We incorporate by reference the documents listed below:
 
  •  Our annual report on Form 20-F for the fiscal year ended December 31, 2009 filed on February 3, 2010;
 
  •  The description of the securities contained in our registration statement on Form 8-A filed on November 25, 2003 pursuant to Section 12 of the Exchange Act, together with all amendments and reports filed for the purpose of updating that description; and
 
  •  With respect to each offering of securities under this prospectus, all reports on Form 20-F and any report on Form 6-K that so indicates it is being incorporated by reference, in each case, that we file with the SEC on or after the date on which the registration statement is first filed with the SEC and until the termination or completion of that offering under this prospectus.
 
Our annual report on Form 20-F for the fiscal year ended December 31, 2009 filed on February 3, 2010, contains a description of our business and audited consolidated financial statements with a report by an independent registered public accounting firm.
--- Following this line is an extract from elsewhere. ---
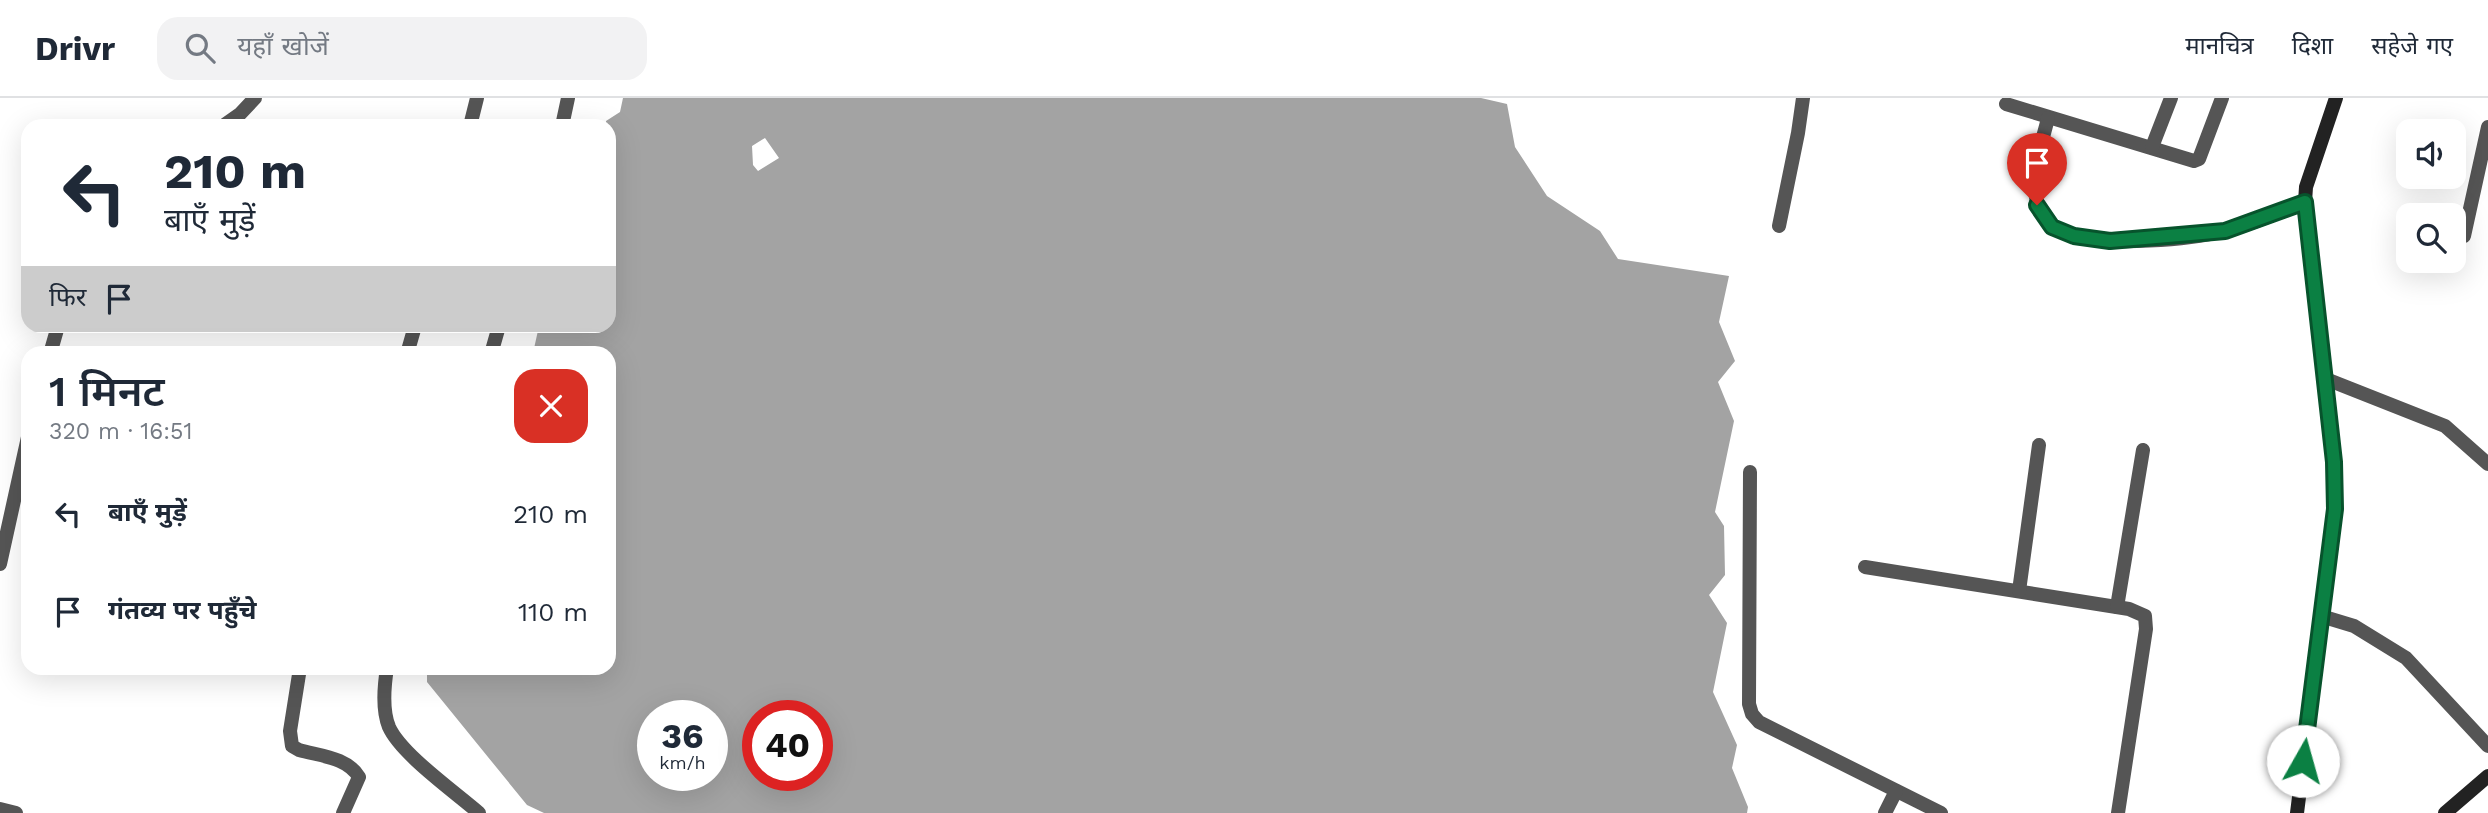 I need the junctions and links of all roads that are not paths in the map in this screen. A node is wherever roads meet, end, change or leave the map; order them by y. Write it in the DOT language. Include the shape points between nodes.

These financial statements are prepared in accordance with U.S. GAAP.
 
Copies of all documents incorporated by reference in this prospectus, other than exhibits to those documents unless such exhibits are specially incorporated by reference in this prospectus, will be provided at no cost to each person, including any beneficial owner, who receives a copy of this prospectus on the written or oral request of that person made to:
Ctrip.com International, Ltd.
99 Fu Quan Road
Shanghai 200335, People’s Republic of China
Tel: (86 21) 3406-4880
Attention: Investor Relationship Manager
 
You should rely only on the information that we incorporate by reference or provide in this prospectus. We have not authorized anyone to provide you with different information. We are not making any offer of these securities in any jurisdiction where the offer is not permitted. You should not assume that the information in this prospectus is accurate as of any date other than the date on the front of those documents.